A group of Austin, Texas police officers were indicted Thursday for excessive use of force during George Floyd-related protests in 2020, officials said.
“Our community is safer when our community trusts law enforcement,” said Travis County District Attorney Jose Garza. “There cannot be trust if there is no accountability when law enforcement breaks the law.”
Garza would not give specifics on how many officers were indicted, pending a decision on how many will actually be charged, but the Austin Police Association said that at least nine have been indicted.
The indictments come on the same day the Austin City Council authorized $10 million for settlements with two men who were shot by Austin police officers with bean bags, according to KUT.
Justin Howell settled with the city for $8 million after sustaining brain damage, and Anthony Evans settled for $2 million after he was shot in the head with a police bean bag.
“Something went wrong here because no one should be injured merely for exercising their constitutional rights,” Austin Mayor Steve Adler said in reaction to the indictments. “Our police department said, right after that weekend, that never again would we use such weapons for crowd control. I wish that city policy had been in place before this event.”

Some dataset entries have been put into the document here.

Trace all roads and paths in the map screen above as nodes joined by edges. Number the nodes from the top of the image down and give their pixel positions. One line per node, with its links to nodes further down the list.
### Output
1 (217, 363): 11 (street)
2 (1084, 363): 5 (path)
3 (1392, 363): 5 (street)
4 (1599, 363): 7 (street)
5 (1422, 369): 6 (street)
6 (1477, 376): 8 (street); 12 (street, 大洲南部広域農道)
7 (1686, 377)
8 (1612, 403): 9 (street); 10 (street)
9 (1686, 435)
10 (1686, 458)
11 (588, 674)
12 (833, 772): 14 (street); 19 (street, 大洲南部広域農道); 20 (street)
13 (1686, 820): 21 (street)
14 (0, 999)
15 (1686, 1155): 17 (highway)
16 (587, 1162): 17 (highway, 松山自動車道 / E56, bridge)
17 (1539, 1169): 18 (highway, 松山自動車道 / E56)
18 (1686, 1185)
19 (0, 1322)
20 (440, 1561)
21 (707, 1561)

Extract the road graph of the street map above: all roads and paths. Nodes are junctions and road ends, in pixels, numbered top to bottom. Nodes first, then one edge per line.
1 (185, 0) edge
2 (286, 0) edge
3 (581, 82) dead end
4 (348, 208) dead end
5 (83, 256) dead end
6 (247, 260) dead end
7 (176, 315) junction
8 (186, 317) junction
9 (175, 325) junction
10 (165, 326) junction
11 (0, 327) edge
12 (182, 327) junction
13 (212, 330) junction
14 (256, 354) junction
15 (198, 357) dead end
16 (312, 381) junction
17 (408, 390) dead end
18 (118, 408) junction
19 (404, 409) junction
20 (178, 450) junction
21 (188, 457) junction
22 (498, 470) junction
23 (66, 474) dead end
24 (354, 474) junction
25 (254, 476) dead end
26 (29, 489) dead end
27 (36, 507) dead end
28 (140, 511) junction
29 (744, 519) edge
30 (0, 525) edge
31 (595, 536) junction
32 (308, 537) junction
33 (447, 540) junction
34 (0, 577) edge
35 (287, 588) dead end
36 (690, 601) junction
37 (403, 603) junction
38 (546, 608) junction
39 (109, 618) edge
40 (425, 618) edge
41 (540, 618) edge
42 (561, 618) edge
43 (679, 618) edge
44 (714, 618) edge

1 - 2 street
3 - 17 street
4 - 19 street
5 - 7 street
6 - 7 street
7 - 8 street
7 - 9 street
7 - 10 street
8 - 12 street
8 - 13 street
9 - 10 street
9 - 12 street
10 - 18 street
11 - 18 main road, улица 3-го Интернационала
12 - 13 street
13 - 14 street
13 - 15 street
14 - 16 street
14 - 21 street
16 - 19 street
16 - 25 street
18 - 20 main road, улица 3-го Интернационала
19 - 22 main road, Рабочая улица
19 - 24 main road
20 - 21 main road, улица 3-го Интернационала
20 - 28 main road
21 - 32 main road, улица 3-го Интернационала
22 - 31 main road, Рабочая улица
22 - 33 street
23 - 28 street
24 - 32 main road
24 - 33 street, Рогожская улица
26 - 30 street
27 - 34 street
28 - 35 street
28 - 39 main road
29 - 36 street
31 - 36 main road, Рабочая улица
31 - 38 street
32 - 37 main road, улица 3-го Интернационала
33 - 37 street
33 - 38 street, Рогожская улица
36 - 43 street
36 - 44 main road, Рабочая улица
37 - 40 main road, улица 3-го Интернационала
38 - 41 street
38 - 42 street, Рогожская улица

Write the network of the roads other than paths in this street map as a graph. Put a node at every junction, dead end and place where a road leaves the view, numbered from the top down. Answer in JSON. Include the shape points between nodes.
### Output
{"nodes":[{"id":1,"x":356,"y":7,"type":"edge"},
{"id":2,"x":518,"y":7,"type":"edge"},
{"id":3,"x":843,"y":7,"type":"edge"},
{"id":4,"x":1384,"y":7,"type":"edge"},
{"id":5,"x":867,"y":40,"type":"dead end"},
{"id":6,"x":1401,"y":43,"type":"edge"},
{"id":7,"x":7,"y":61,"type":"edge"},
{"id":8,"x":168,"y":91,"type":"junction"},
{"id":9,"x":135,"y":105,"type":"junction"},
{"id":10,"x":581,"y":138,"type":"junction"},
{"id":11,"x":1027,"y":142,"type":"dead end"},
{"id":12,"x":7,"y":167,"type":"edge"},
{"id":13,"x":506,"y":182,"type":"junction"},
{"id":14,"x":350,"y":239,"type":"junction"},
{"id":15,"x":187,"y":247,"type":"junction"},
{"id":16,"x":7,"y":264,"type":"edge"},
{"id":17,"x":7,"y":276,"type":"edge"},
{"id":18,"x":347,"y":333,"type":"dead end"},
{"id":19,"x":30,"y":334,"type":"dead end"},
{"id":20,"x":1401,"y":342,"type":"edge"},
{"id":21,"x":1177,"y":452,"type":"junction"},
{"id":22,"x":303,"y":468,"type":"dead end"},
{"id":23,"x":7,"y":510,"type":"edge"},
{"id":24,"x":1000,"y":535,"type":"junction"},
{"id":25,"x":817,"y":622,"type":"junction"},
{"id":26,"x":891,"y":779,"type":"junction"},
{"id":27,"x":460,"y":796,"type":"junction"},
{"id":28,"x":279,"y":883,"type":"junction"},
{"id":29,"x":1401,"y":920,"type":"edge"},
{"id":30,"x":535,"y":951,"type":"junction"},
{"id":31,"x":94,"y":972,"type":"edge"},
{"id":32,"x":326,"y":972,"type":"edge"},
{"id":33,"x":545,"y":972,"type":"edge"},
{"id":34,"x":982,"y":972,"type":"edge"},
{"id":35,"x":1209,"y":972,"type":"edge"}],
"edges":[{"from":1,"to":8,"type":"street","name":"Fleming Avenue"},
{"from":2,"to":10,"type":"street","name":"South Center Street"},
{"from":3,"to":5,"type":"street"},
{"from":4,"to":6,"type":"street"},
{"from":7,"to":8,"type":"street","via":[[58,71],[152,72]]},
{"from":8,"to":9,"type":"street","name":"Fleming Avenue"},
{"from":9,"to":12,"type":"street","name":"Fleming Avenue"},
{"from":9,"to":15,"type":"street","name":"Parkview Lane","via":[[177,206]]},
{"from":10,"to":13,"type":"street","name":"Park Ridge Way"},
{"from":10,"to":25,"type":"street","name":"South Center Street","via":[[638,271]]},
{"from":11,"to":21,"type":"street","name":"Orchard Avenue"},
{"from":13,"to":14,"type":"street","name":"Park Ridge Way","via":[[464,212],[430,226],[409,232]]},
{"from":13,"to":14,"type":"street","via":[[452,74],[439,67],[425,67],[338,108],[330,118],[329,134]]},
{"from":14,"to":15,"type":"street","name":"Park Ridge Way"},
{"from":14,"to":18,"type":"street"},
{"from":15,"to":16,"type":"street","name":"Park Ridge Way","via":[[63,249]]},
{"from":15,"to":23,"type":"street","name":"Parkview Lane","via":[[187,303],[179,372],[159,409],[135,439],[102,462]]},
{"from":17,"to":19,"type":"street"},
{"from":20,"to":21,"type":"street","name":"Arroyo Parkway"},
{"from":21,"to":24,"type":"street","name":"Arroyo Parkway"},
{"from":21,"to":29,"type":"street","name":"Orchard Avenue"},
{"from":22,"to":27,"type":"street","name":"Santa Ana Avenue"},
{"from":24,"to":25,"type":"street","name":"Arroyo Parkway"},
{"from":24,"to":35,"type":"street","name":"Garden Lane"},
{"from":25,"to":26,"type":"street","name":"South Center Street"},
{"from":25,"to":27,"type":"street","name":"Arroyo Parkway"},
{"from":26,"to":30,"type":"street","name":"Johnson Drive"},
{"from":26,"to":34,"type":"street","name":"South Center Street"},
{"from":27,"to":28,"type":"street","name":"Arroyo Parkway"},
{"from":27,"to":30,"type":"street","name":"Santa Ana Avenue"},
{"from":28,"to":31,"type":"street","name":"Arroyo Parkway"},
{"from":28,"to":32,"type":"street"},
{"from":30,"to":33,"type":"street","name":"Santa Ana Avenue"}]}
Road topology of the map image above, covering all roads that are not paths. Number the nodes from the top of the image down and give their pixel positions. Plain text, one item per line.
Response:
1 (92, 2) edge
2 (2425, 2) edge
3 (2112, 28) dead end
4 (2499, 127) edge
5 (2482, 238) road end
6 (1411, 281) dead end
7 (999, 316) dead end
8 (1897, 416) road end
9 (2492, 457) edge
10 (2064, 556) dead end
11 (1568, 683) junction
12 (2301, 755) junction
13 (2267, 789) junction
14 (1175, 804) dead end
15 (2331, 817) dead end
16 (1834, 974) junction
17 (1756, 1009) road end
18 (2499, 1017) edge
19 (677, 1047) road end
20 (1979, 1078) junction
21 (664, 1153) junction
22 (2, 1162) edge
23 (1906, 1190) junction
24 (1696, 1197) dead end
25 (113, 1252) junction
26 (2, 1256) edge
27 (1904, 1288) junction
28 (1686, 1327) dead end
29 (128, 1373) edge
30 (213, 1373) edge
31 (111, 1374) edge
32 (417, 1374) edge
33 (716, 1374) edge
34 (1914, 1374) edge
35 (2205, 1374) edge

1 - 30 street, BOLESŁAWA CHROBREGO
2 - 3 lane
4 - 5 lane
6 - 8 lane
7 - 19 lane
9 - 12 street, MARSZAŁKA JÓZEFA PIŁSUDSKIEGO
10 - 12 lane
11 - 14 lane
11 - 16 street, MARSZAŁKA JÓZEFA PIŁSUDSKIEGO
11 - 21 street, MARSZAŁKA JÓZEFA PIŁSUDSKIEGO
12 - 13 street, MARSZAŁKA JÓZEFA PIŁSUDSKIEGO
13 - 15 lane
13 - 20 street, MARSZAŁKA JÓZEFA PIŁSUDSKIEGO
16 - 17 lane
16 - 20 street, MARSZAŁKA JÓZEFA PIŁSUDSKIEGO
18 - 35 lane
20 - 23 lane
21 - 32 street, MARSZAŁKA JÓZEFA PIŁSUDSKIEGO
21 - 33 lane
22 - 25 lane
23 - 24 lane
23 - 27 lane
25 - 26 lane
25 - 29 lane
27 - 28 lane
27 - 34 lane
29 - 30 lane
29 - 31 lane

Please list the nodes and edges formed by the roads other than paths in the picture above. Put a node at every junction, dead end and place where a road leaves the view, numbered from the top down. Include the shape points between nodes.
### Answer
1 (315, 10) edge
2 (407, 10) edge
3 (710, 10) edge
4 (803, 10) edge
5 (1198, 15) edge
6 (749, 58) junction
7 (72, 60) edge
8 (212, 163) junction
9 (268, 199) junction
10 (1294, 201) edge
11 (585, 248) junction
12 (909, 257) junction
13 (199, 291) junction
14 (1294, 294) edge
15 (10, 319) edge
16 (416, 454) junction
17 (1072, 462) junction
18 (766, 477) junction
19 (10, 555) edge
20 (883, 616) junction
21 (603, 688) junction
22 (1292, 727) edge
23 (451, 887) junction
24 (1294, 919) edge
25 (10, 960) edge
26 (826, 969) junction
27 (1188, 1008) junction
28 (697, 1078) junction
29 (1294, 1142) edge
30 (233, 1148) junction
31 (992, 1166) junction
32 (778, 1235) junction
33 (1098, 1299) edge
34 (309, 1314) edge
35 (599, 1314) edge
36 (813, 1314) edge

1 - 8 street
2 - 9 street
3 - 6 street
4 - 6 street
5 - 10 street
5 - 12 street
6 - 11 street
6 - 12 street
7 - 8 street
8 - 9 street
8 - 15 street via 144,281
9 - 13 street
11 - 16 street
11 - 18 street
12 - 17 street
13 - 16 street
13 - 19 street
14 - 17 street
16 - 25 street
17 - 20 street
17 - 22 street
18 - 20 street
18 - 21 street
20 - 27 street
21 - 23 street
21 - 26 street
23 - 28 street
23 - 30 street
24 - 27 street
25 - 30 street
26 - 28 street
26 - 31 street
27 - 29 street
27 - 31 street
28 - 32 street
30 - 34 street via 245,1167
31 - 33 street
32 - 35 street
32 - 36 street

Despite the indictments and Mayor’s comments, Austin Police Chief Joseph Chacon pushed back, saying he didn’t know of any activity by any officer that would rise to the level of criminal charges.
“As a department, we asked these officers to work under the most chaotic of circumstances in May of 2020 and to make split second decisions to protect all participants,” said Chacon. “The size, scope and tenor of the crowds was underestimated by management. Officers were prepared for hundreds when instead they faced thousands, placing them in potentially the worse possible circumstances to mange.”


In many cases, Chacon said the officers were responding to violent and riotous crowds who might have hurt others and did destroy property.
He said even Austin’s police headquarters had a Molotov cocktail hurled at it.
Chacon called the district attorney’s handling of the grand jury indictments “disappointing” and said he hopes police officers are afforded presumption of innocence until proven guilty.